1500 Kippen an 45 Bänken. Ein Aktivist hat auf dem Campus Virchow gezählt (Tagesspiegel)

am 31. August 2019
Nordring 1. vor Virchow.Klinikum.Seiteneingang Juni 2019

Nordring 1. vor Virchow.Klinikum. Seiteneingang, Juni 2019. Foto: Forum-rauchfrei

Kippenteppich. So nennt Johannes Spatz das, was er am Virchow vorfand.

„Guten Tag, Herr Spatz, wir hören gerade aus der Charité, dass Sie dort für etwas Aufregung gesorgt haben.“– „Andersrum! Die regen mich auf! Ich habe mal nachgezählt: 1500 Zigarettenkippen, obwohl Rauchen dort verboten ist!“– „Haben Sie die wirklich alle gezählt?“– „Mühsam, mühsam – ja, ich habe die gezählt. Aber aufgehoben habe ich sie nicht. Das habe ich nur früher in Kreuzberg auf den Spielplätzen gemacht.“

Der Anti-Tabak-Aktivist Johannes Spatz, inzwischen 76-jähriger Sprecher und Mitgründer des Forums Rauchfrei, hat mal wieder etwas Wirbel verursacht. Kürzlich spazierte er auf dem Campus des Virchow-Klinikums in Wedding herum und zählte Kippen. 45 Bänke stünden auf dem idyllischen Gelände, 30 Aschenbecher gebe es. Rund um jede Bank fänden sich massenhaft Zigarettenstummel, ein regelrechter Kippenteppich überziehe den Park, teilte Spatz nun mit, und eben den Befund: 1500 Kippenstummel habe er gezählt. Überall säßen auch Frauen mit Babys und Familien mit Kindern, die dem Rauch ausgesetzt seien. Er habe die Leute sogar angesprochen. „Aber die sagten nur, Rauchen sei erlaubt, schließlich gebe es überall Aschenbecher.“Die Aschenbecher seien eine Einladung zum Rauchen.

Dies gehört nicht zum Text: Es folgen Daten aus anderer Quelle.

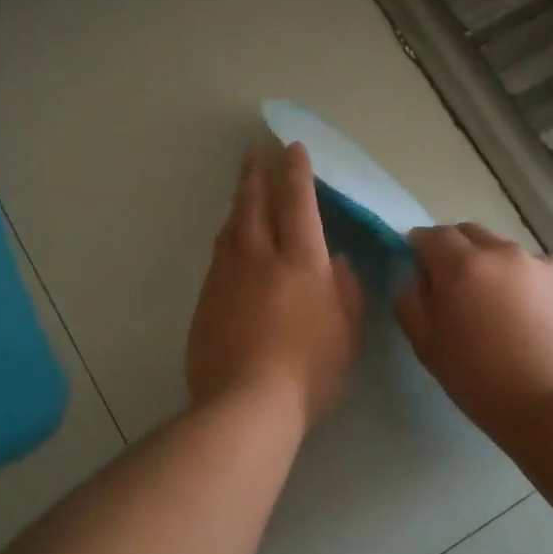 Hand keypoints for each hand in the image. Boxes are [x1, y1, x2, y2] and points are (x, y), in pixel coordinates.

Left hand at [187, 143, 363, 430]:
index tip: (292, 149)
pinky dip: (226, 238)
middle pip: (254, 204)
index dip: (296, 172)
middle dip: (256, 173)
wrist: (245, 404)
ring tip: (243, 189)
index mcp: (301, 261)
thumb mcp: (347, 334)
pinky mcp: (205, 300)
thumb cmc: (310, 371)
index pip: (298, 203)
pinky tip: (228, 242)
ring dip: (238, 202)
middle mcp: (260, 258)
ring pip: (230, 227)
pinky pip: (218, 256)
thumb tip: (337, 261)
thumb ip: (346, 291)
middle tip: (254, 151)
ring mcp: (226, 277)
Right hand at [395, 224, 552, 439]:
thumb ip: (410, 301)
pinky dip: (526, 283)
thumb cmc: (479, 381)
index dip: (420, 248)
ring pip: (505, 252)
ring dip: (493, 267)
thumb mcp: (426, 346)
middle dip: (456, 251)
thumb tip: (417, 278)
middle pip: (470, 233)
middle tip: (456, 288)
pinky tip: (530, 318)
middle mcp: (503, 252)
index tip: (420, 269)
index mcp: (462, 265)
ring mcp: (542, 264)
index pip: (432, 235)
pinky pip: (537, 271)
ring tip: (498, 307) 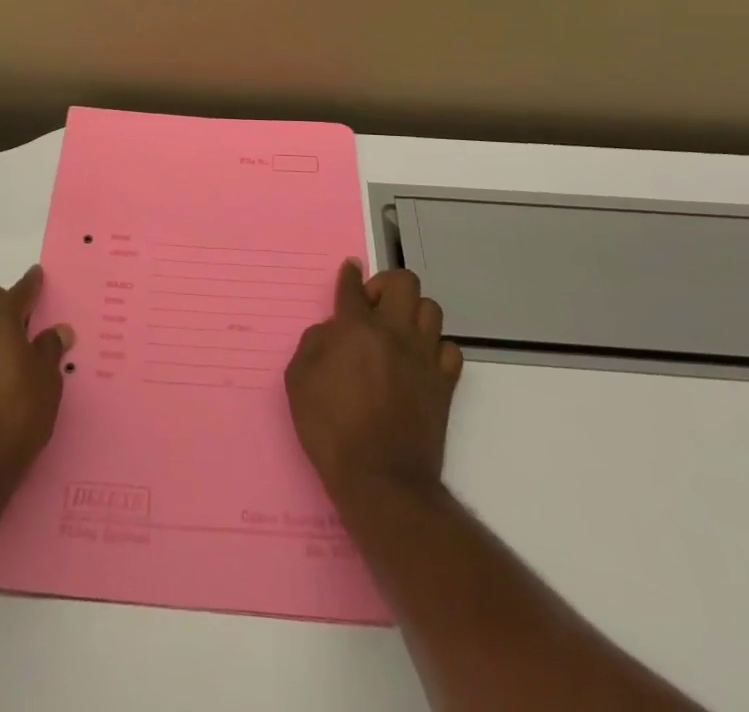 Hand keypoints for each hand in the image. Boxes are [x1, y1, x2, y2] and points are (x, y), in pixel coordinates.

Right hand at [285, 260, 462, 502]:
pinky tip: (420, 361)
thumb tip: (332, 329)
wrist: (381, 480)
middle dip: (386, 285)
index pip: (353, 287)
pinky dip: (436, 348)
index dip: (350, 275)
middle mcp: (393, 332)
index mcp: (355, 328)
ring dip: (413, 313)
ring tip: (398, 332)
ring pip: (431, 309)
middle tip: (372, 308)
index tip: (351, 269)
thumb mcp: (298, 381)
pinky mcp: (444, 383)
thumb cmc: (331, 430)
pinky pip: (450, 348)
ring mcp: (424, 356)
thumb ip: (313, 343)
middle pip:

Aschenbecher plus Raucherzone. Foto: Forum-rauchfrei

Aschenbecher plus Raucherzone.
Foto: Forum-rauchfrei

Anruf bei der Charité am späten Mittag. „Ja, wir sind gerade dabei, alle Infos zusammenzutragen, wir melden uns.“Anruf bei der Charité drei Stunden später: „Nein, dazu können wir nichts sagen, vielleicht nächste Woche.“Auf die Frage, warum es auf dem Gelände überhaupt Aschenbecher gebe, obwohl das Rauchen verboten ist, und wie man damit umzugehen gedenke, dass gegen das Verbot verstoßen wird und alles voller Kippen liegt, hieß es ebenfalls: „Nein, wie gesagt, dazu können wir nichts sagen.“

„Der Tabakkonsum ist ein wichtiger Gesundheitsindikator einer Gesellschaft“, sagt Spatz, Arzt von Beruf, der mit einem weiteren Arzt das Forum Rauchfrei im Jahr 2000 gründete, und zwar ausgerechnet auf dem Virchow-Campus. Das Deutsche Herzzentrum war im Jahr 2000 laut Spatz die erste Klinik in Deutschland, die rauchfrei war. Gegen den aktuellen Zustand will er weiter mobilmachen. „Eine Schande, was da passiert“, klagt Spatz, und kündigt an: „Ich lasse da nicht locker.“

Das Forum Rauchfrei erreichte nach längerem Streit mit dem Senat Ende 2015, dass Tabakfirmen vor Berliner Bildungseinrichtungen nicht mehr für ihre Produkte werben dürfen. Zuvor hatte ein Werbewagen mit Produkten der Marke Gauloises vor der Hochschule für Wirtschaft und Recht in Schöneberg gestanden. Der Justizverwaltung reichte der Hinweis, dass Rauchen gesundheitsgefährdend sei. Die Bildungsverwaltung verfügte schließlich eine Bannmeile.